The events of the Second World War brought the Piccolo Levriero close to extinction, and numbers began to recover only in the 1950s, particularly after 1951, when Maria Luisa Incontri Lotteringhi della Stufa brought the influential bitch Komtesse von Gastuna from Austria. The breed was definitively accepted by the Fédération Cynologique Internationale in October 1956, and in November of that year a breed society, the Circolo del Levriero Italiano, was formed under the auspices of the Ente Nazionale della Cinofilia Italiana; it was later renamed the Circolo del Piccolo Levriero Italiano.

In the nine years from 2011 to 2019, the Ente Nazionale della Cinofilia Italiana recorded a total of 2557 new registrations of the Piccolo Levriero, with a minimum of 213 and a maximum of 333 per year.

== Characteristics ==

The Italian Greyhound is the smallest of the sighthounds.
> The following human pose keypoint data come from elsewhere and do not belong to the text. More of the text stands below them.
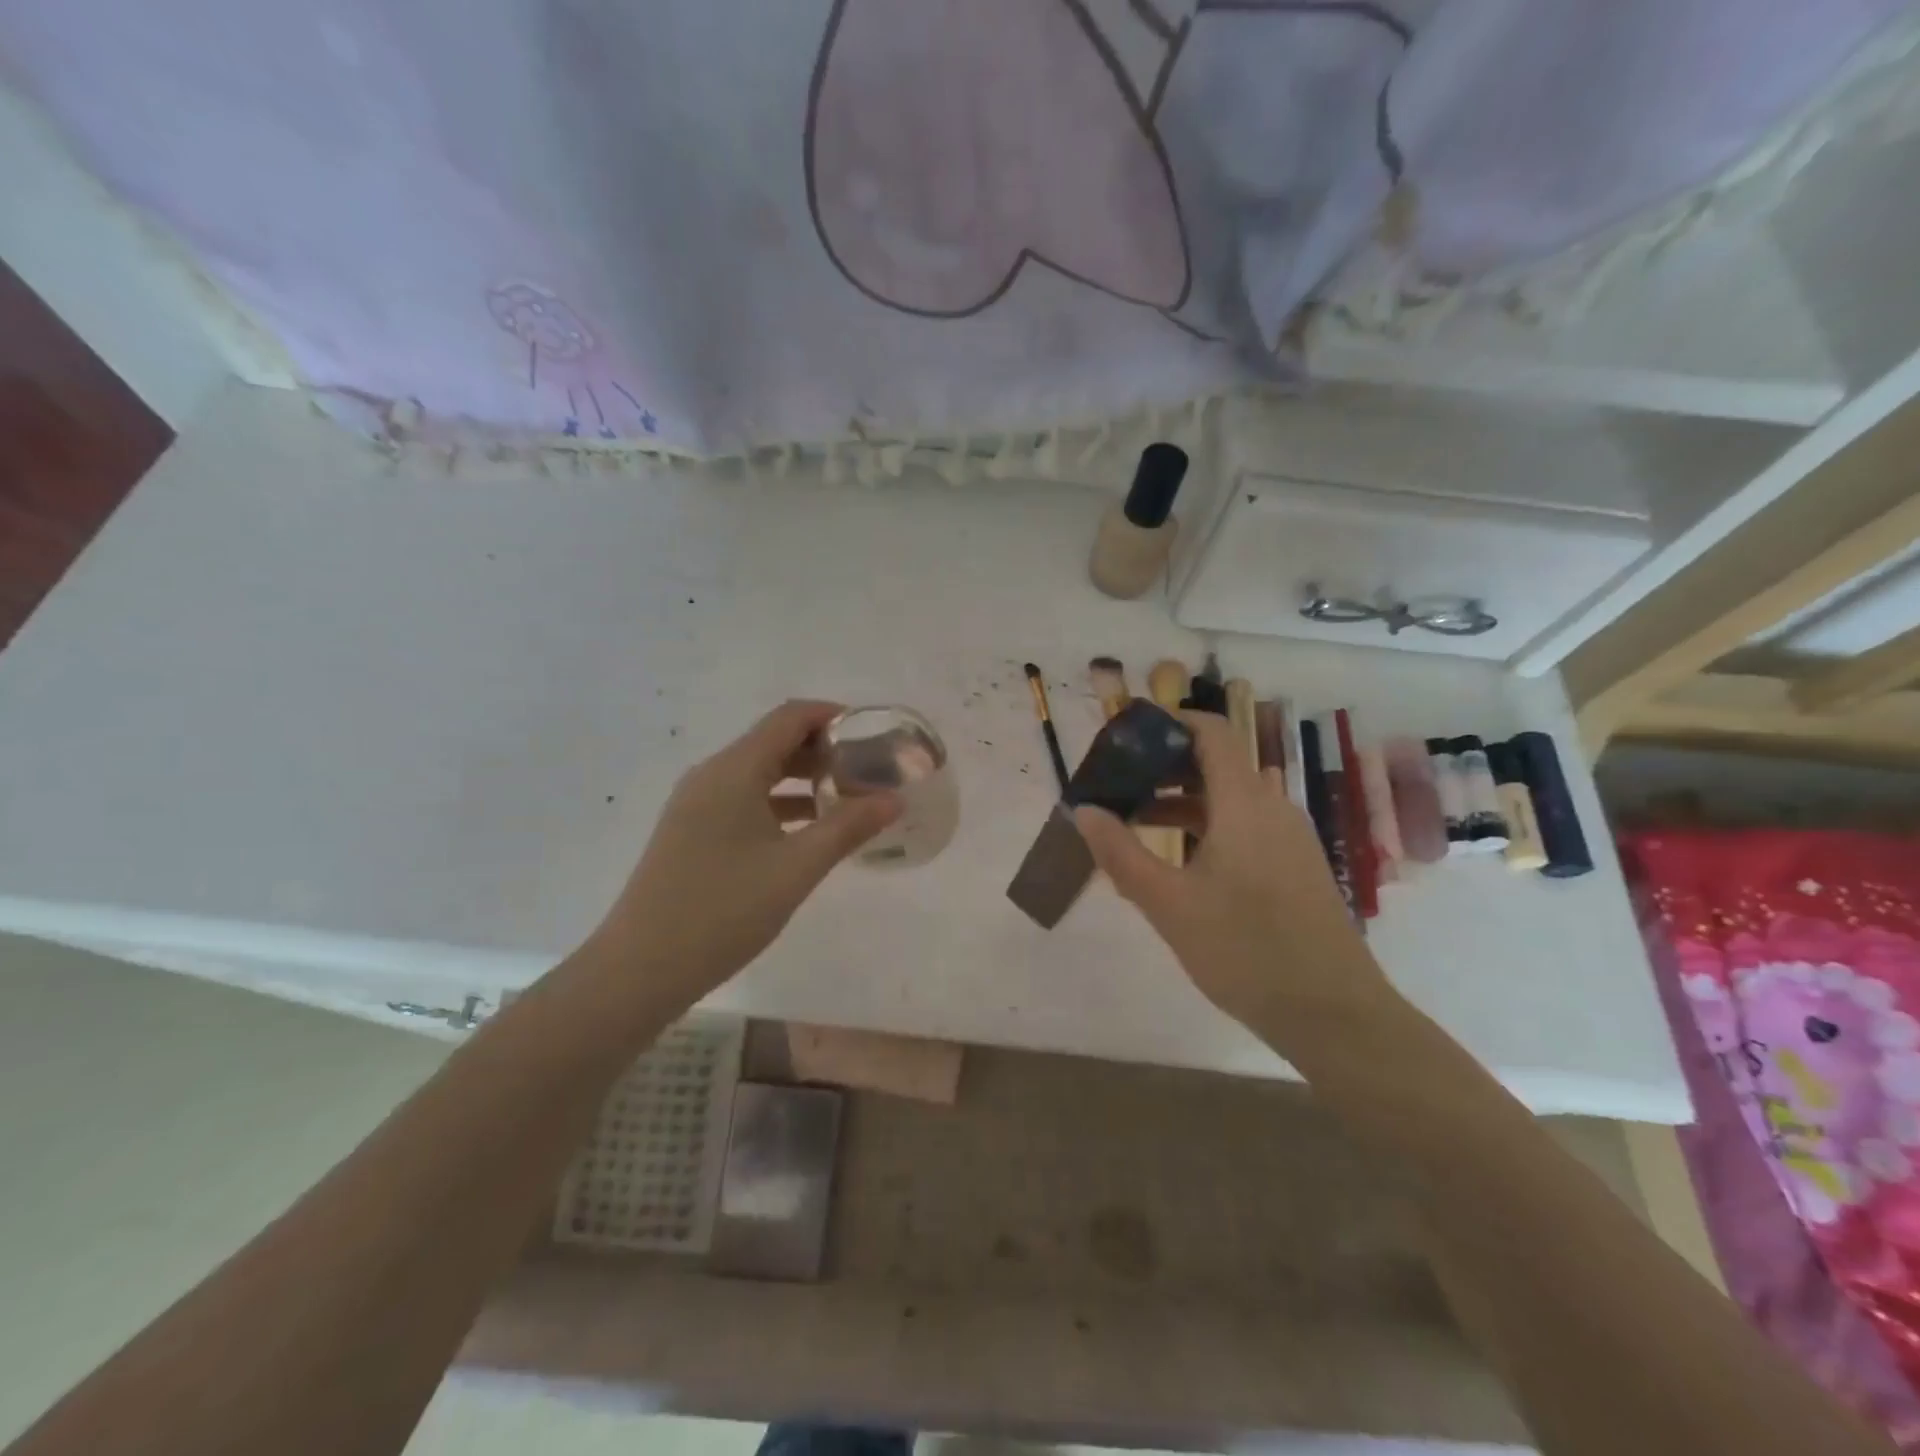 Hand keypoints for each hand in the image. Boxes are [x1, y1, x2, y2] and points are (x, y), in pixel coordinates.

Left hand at [588, 701, 900, 1009]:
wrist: (640, 969)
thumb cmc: (723, 910)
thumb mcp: (796, 868)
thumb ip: (848, 828)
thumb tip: (894, 800)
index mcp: (734, 771)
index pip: (790, 717)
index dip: (833, 715)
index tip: (872, 734)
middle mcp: (711, 776)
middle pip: (774, 742)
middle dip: (823, 750)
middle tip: (868, 771)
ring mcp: (696, 805)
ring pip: (759, 774)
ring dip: (803, 779)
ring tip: (847, 800)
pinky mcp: (691, 832)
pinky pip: (743, 801)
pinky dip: (780, 805)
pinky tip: (808, 833)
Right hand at [1073, 711, 1394, 1045]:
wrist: (1334, 1015)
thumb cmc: (1245, 951)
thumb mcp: (1168, 905)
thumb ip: (1121, 853)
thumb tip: (1084, 810)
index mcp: (1245, 804)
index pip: (1213, 732)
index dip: (1171, 721)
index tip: (1127, 734)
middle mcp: (1272, 808)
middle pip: (1218, 762)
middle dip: (1166, 765)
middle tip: (1120, 782)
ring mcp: (1289, 838)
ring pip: (1230, 798)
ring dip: (1183, 800)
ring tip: (1136, 821)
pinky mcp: (1296, 866)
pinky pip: (1246, 825)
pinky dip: (1207, 826)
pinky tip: (1179, 862)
It weighs no more than 5 kg and stands 32±to cm at the withers. It is deep in the chest, with a tucked-up abdomen, long slender legs and a long neck. The head is small, elongated and narrow. The gait should be high-stepping and well-sprung, with good forward extension in the trot, and a fast gallop. The coat may be solid black, or grey or isabelline in any shade; white markings are accepted on the chest and feet only.

Median longevity is about 14 years, compared to an average of 12.5 for all dogs.

The dogs may be affected by breed-related neurological abnormalities including congenital deafness and cervical intervertebral disc disease. In the United States, the Ortheopedic Foundation for Animals has found the Italian Greyhound to be the least affected by hip dysplasia of 157 breeds studied, with an incidence of 0.

== Use ==

The original function of the Piccolo Levriero was to hunt hare and rabbit; it is capable of bursts of speed up to 60 kph. Although assigned to the sighthound or hare-coursing groups by the Fédération Cynologique Internationale and the Ente Nazionale della Cinofilia Italiana, the Italian Sighthound is – as it was in the past – kept mostly as a companion dog. It is classified as a toy breed by the American Kennel Club and the Kennel Club of the United Kingdom.